“Dan tiada seorangpun yang dapat mengetahui (dengan pasti) apa yang akan diusahakannya besok. Dan tiada seorangpun yang dapat mengetahui di bumi mana dia akan mati. Sesungguhnya Allah Maha Mengetahui lagi Maha Mengenal” (Qs. Lukman [12]: 34)
Selain mengingatkan manusia tentang dunia yang penuh kesementaraan, ayat di atas juga menegaskan keterbatasan pengetahuan manusia tentang kematian. Mendiskusikan kematian, seringkali terkesan menakutkan, padahal sebenarnya, Nabi Saw justru memberi teladan untuk memutus kelezatan yakni dengan memperbanyak mengingat kematian.
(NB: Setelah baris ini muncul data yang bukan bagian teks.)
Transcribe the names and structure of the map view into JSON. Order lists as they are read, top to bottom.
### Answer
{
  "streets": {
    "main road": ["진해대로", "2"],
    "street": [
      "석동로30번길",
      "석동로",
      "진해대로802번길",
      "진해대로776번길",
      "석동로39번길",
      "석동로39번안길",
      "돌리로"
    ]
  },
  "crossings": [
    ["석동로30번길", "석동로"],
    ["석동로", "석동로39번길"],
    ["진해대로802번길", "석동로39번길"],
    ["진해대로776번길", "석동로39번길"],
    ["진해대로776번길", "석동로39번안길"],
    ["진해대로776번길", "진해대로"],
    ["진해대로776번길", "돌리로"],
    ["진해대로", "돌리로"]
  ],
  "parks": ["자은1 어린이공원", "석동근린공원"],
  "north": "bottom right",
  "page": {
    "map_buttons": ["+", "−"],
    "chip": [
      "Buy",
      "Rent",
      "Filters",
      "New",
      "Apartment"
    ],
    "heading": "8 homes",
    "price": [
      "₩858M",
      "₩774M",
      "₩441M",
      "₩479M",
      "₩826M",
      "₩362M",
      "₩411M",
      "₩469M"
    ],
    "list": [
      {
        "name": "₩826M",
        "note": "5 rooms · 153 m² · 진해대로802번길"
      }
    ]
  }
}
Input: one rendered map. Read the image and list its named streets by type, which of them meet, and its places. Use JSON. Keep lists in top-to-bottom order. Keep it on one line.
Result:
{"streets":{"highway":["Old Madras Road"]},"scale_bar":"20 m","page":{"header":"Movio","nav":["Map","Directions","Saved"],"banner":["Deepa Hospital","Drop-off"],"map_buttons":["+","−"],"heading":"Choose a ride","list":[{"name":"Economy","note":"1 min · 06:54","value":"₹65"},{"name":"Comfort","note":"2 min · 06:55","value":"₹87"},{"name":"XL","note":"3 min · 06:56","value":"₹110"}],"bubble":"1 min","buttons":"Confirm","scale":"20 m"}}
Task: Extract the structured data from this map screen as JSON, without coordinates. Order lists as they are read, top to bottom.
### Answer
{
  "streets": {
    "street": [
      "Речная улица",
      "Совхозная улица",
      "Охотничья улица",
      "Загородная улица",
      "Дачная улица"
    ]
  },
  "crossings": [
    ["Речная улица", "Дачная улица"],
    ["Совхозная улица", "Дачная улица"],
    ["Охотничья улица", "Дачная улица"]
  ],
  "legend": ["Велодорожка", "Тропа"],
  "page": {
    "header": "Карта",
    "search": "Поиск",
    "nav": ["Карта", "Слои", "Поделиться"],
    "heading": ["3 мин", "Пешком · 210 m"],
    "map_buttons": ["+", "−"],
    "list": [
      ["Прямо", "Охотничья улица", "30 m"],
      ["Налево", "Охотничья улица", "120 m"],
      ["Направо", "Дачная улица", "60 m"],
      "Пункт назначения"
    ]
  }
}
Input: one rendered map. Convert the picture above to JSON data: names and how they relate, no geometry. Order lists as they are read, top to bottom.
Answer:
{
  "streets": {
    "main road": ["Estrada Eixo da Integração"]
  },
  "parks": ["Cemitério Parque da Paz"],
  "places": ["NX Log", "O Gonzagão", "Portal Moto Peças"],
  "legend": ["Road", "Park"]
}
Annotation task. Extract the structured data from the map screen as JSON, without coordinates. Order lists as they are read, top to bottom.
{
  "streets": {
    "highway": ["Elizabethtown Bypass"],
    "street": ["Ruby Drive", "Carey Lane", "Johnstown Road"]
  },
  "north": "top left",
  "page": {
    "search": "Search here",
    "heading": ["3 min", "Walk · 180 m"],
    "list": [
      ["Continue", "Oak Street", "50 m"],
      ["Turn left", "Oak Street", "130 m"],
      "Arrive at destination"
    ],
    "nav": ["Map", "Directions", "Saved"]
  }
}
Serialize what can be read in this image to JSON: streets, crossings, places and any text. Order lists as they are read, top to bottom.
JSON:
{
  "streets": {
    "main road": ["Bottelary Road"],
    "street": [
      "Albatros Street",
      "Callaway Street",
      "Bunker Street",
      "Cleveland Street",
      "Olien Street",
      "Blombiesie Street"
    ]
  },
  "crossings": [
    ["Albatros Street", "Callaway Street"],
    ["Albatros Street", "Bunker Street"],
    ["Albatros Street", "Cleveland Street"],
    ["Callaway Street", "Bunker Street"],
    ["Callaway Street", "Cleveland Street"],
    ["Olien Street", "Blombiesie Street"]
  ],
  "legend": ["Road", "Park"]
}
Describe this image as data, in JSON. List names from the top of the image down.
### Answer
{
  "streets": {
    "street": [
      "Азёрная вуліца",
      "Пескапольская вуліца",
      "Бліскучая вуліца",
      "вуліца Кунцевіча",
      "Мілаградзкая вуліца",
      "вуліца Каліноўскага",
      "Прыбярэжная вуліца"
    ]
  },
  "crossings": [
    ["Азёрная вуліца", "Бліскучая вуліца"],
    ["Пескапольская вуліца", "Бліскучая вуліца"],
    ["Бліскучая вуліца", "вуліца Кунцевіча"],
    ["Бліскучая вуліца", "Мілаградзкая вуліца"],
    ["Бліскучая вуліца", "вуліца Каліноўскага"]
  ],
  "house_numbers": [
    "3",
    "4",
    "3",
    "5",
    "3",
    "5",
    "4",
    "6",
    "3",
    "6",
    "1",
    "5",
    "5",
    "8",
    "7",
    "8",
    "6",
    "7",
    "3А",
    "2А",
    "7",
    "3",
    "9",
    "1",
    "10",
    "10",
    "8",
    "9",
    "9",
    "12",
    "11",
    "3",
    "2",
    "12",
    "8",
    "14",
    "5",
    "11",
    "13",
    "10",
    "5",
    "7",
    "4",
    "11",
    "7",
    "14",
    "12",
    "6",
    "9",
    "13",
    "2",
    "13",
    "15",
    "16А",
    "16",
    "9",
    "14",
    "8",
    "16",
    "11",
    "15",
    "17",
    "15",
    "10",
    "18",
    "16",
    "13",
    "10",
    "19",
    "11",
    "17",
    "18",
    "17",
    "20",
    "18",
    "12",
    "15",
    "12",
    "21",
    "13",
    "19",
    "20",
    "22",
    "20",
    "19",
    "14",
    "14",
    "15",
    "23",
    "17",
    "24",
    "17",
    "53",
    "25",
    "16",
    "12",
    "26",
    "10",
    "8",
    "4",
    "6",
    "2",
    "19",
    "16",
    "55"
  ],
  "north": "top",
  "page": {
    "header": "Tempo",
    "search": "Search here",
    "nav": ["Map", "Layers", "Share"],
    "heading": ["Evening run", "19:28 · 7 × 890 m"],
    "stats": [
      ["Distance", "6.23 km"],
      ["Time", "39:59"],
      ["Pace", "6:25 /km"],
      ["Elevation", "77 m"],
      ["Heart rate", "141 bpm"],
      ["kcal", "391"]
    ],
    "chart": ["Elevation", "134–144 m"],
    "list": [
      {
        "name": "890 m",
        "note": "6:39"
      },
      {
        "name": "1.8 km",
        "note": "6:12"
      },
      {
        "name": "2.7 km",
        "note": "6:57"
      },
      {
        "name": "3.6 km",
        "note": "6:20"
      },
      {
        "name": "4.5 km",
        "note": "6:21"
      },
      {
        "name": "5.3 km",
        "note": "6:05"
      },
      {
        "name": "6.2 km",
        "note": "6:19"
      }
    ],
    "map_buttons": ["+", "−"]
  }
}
Kematian menurut etimologi atau secara bahasa adalah berasal dari bahasa arab maata-yamuutu yang mana mashdarnya mautan yang berarti lawan dari kata hayatun/kehidupan). Azhari dalam Laits mengemukakan makna mautun ini adalah salah satu peristiwa atau ketetapan Allah. Sedangkan dalam kamus Al-Munawwir mengemukakan mautun yang berarti mati.
Sementara itu, Imam Al-Qurthubi mengatakan bahwa kematian bukan ketiadaan sejati, melainkan kematian adalah terputus dan terpisahnya keterkaitan jiwa/roh dengan badan serta terpisahnya kesatuan keduanya, pergantian keadaan, dan perpindahan suatu negeri ke negeri yang lain (dari alam dunia ke alam akhirat).
Senada dengan Imam Al-Qurthubi, Muhammad Quraish Shihab mengatakan bahwa kematian adalah awal dari satu perjalanan panjang dalam evolusi manusia, dimana selanjutnya dia akan memperoleh kehidupan dengan segala macam kenikmatan atau berbagai ragam siksa dan kenistaan. Mengenai kematian, Rasulullah SAW bersabda “Perbanyaklah oleh kalian mengingat sesuatu yang menghancurkan kelezatan (kematian). Jadikanlah ia sebagai bantal apabila kalian tidur! Jadikanlah ia sebagai sesuatu yang ada di hadapan,” atau dalam riwayat lain, “Sering-seringlah mengingat sesuatu yang merusak kelezatan.” (HR. at-Tirmidzi).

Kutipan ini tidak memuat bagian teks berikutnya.